======== Data for analysis

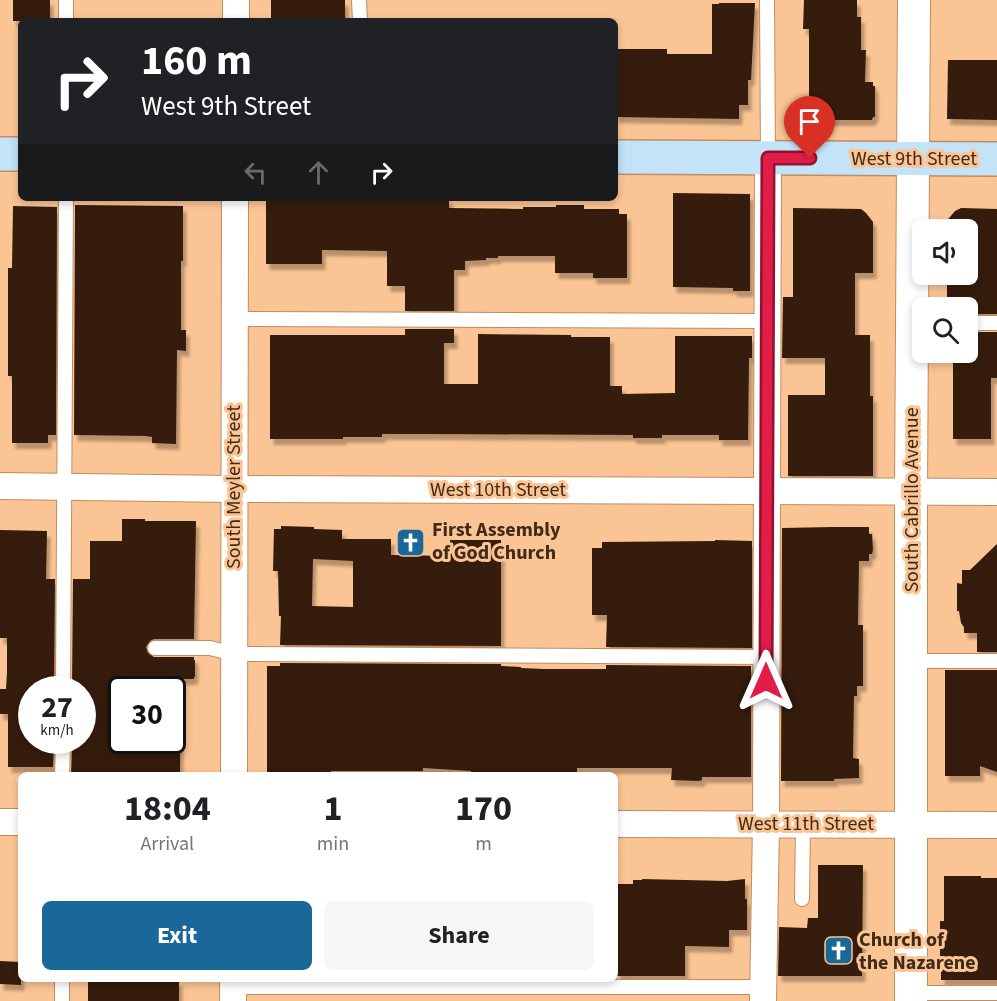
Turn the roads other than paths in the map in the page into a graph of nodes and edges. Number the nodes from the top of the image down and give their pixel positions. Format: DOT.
graph roads {
  1 [pos="66,0"];
  2 [pos="236,0"];
  3 [pos="359,0"];
  4 [pos="767,0"];
  5 [pos="914,0"];
  6 [pos="66,18"];
  7 [pos="236,18"];
  8 [pos="360,18"];
  9 [pos="0,154"];
  10 [pos="18,154"];
  11 [pos="618,157"];
  12 [pos="768,158"];
  13 [pos="914,159"];
  14 [pos="997,159"];
  15 [pos="66,201"];
  16 [pos="235,201"];
  17 [pos="917,297"];
  18 [pos="234,319"];
  19 [pos="767,321"];
  20 [pos="978,322"];
  21 [pos="997,323"];
  22 [pos="916,363"];
  23 [pos="0,486"];
  24 [pos="64,486"];
  25 [pos="234,489"];
  26 [pos="766,491"];
  27 [pos="911,492"];
  28 [pos="997,492"];
  29 [pos="155,648"];
  30 [pos="234,654"];
  31 [pos="766,657"];
  32 [pos="911,661"];
  33 [pos="997,661"];
  34 [pos="63,676"];
  35 [pos="63,754"];
  36 [pos="62,772"];
  37 [pos="234,772"];
  38 [pos="0,822"];
  39 [pos="18,822"];
  40 [pos="618,824"];
  41 [pos="766,824"];
  42 [pos="803,824"];
  43 [pos="911,824"];
  44 [pos="997,825"];
  45 [pos="802,899"];
  46 [pos="62,982"];
  47 [pos="233,989"];
  48 [pos="997,993"];
  49 [pos="763,994"];
  50 [pos="911,997"];
  51 [pos="62,1001"];
  1 -- 6 [label="lane"];
  2 -- 7 [label="street"];
  3 -- 8 [label="lane"];
  4 -- 12 [label="lane"];
  5 -- 13 [label="street, South Cabrillo Avenue"];
  9 -- 10 [label="main road"];
  11 -- 12 [label="main road, West 9th Street"];
  12 -- 13 [label="main road, West 9th Street"];
  12 -- 19 [label="street"];
  13 -- 14 [label="main road, West 9th Street"];
  13 -- 17 [label="street, South Cabrillo Avenue"];
  15 -- 24 [label="lane"];
  16 -- 18 [label="street, South Meyler Street"];
  18 -- 19 [label="lane"];
  18 -- 25 [label="street, South Meyler Street"];
  19 -- 26 [label="street"];
  20 -- 21 [label="lane"];
  22 -- 27 [label="street, South Cabrillo Avenue"];
  23 -- 24 [label="street, West 10th Street"];
  24 -- 25 [label="street, West 10th Street"];
  24 -- 34 [label="lane"];
  25 -- 26 [label="street, West 10th Street"];
  25 -- 30 [label="street, South Meyler Street"];
  26 -- 27 [label="street, West 10th Street"];
  26 -- 31 [label="street"];
  27 -- 28 [label="street, West 10th Street"];
  27 -- 32 [label="street, South Cabrillo Avenue"];
  29 -- 30 [label="lane"];
  30 -- 31 [label="lane"];
  30 -- 37 [label="street, South Meyler Street"];
  31 -- 41 [label="street"];
  32 -- 33 [label="lane"];
  32 -- 43 [label="street, South Cabrillo Avenue"];
  35 -- 36 [label="lane"];
  38 -- 39 [label="street"];
  40 -- 41 [label="street, West 11th Street"];
  41 -- 42 [label="street, West 11th Street"];
  41 -- 49 [label="street"];
  42 -- 43 [label="street, West 11th Street"];
  42 -- 45 [label="lane"];
  43 -- 44 [label="street, West 11th Street"];
  43 -- 50 [label="street, South Cabrillo Avenue"];
  46 -- 51 [label="lane"];
  47 -- 49 [label="lane"];
  48 -- 50 [label="lane"];
}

================

Exercise aim:
Copy the listing exactly. Leave the pictures out.

Answer to the exercise:
Turn the roads other than paths in the map in the page into a graph of nodes and edges. Number the nodes from the top of the image down and give their pixel positions. Format: DOT.
graph roads {
  1 [pos="66,0"];
  2 [pos="236,0"];
  3 [pos="359,0"];
  4 [pos="767,0"];
  5 [pos="914,0"];
  6 [pos="66,18"];
  7 [pos="236,18"];
  8 [pos="360,18"];
  9 [pos="0,154"];
  10 [pos="18,154"];
  11 [pos="618,157"];
  12 [pos="768,158"];
  13 [pos="914,159"];
  14 [pos="997,159"];
  15 [pos="66,201"];
  16 [pos="235,201"];
  17 [pos="917,297"];
  18 [pos="234,319"];
  19 [pos="767,321"];
  20 [pos="978,322"];
  21 [pos="997,323"];
  22 [pos="916,363"];
  23 [pos="0,486"];
  24 [pos="64,486"];
  25 [pos="234,489"];
  26 [pos="766,491"];
  27 [pos="911,492"];
  28 [pos="997,492"];
  29 [pos="155,648"];
  30 [pos="234,654"];
  31 [pos="766,657"];
  32 [pos="911,661"];
  33 [pos="997,661"];
  34 [pos="63,676"];
  35 [pos="63,754"];
  36 [pos="62,772"];
  37 [pos="234,772"];
  38 [pos="0,822"];
  39 [pos="18,822"];
  40 [pos="618,824"];
  41 [pos="766,824"];
  42 [pos="803,824"];
  43 [pos="911,824"];
  44 [pos="997,825"];
  45 [pos="802,899"];
  46 [pos="62,982"];
  47 [pos="233,989"];
  48 [pos="997,993"];
  49 [pos="763,994"];
  50 [pos="911,997"];
  51 [pos="62,1001"];
  1 -- 6 [label="lane"];
  2 -- 7 [label="street"];
  3 -- 8 [label="lane"];
  4 -- 12 [label="lane"];
  5 -- 13 [label="street, South Cabrillo Avenue"];
  9 -- 10 [label="main road"];
  11 -- 12 [label="main road, West 9th Street"];
  12 -- 13 [label="main road, West 9th Street"];
  12 -- 19 [label="street"];
  13 -- 14 [label="main road, West 9th Street"];
  13 -- 17 [label="street, South Cabrillo Avenue"];
  15 -- 24 [label="lane"];
  16 -- 18 [label="street, South Meyler Street"];
  18 -- 19 [label="lane"];
  18 -- 25 [label="street, South Meyler Street"];
  19 -- 26 [label="street"];
  20 -- 21 [label="lane"];
  22 -- 27 [label="street, South Cabrillo Avenue"];
  23 -- 24 [label="street, West 10th Street"];
  24 -- 25 [label="street, West 10th Street"];
  24 -- 34 [label="lane"];
  25 -- 26 [label="street, West 10th Street"];
  25 -- 30 [label="street, South Meyler Street"];
  26 -- 27 [label="street, West 10th Street"];
  26 -- 31 [label="street"];
  27 -- 28 [label="street, West 10th Street"];
  27 -- 32 [label="street, South Cabrillo Avenue"];
  29 -- 30 [label="lane"];
  30 -- 31 [label="lane"];
  30 -- 37 [label="street, South Meyler Street"];
  31 -- 41 [label="street"];
  32 -- 33 [label="lane"];
  32 -- 43 [label="street, South Cabrillo Avenue"];
  35 -- 36 [label="lane"];
  38 -- 39 [label="street"];
  40 -- 41 [label="street, West 11th Street"];
  41 -- 42 [label="street, West 11th Street"];
  41 -- 49 [label="street"];
  42 -- 43 [label="street, West 11th Street"];
  42 -- 45 [label="lane"];
  43 -- 44 [label="street, West 11th Street"];
  43 -- 50 [label="street, South Cabrillo Avenue"];
  46 -- 51 [label="lane"];
  47 -- 49 [label="lane"];
  48 -- 50 [label="lane"];
}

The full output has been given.